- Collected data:
═══

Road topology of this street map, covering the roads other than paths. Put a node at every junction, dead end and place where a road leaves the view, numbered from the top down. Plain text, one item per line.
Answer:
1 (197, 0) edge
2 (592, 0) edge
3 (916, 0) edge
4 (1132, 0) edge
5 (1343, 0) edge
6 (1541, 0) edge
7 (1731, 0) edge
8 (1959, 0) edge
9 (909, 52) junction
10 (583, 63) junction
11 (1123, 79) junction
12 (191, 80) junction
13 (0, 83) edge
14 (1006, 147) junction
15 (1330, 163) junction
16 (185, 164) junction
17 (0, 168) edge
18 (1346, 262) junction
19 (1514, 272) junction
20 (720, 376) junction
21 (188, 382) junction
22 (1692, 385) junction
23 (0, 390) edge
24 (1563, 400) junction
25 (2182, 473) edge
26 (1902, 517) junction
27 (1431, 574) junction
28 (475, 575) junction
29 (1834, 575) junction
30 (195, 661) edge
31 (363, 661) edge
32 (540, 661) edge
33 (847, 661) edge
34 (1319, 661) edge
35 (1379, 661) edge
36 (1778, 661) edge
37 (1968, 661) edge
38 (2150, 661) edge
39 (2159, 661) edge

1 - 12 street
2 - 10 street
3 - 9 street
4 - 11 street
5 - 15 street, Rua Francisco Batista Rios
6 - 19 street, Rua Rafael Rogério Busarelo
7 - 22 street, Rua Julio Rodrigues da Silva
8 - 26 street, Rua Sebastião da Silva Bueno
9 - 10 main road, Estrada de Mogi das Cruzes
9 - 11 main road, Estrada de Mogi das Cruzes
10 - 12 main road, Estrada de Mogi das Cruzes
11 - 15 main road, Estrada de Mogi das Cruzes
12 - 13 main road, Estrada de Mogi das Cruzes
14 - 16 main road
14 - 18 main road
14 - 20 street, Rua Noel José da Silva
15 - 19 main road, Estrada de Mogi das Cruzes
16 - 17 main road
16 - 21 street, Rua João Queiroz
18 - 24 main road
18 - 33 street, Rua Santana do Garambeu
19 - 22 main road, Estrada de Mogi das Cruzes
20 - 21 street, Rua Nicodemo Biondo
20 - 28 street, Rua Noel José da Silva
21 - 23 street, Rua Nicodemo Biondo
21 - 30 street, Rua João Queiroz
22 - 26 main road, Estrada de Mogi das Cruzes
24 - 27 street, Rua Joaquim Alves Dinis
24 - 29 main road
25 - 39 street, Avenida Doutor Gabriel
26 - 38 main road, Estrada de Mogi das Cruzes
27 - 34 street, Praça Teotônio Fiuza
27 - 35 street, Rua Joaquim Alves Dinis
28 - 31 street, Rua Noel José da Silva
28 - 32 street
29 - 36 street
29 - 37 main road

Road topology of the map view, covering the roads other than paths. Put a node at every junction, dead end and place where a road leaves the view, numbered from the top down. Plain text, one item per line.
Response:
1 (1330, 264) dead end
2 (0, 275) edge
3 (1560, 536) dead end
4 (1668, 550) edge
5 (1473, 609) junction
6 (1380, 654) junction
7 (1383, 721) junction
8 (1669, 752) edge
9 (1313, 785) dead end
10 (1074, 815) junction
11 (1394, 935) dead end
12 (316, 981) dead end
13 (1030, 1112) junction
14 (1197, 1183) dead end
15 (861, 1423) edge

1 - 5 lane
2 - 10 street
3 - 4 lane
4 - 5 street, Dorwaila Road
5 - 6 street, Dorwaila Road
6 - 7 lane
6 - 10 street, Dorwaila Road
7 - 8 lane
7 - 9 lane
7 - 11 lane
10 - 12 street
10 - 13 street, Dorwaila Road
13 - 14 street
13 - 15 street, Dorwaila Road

═══

- Work item: Wherever the string "Nicodemo" appears in the data above, copy the line it sits in.

- Solution to this problem:
20 - 21 street, Rua Nicodemo Biondo
21 - 23 street, Rua Nicodemo Biondo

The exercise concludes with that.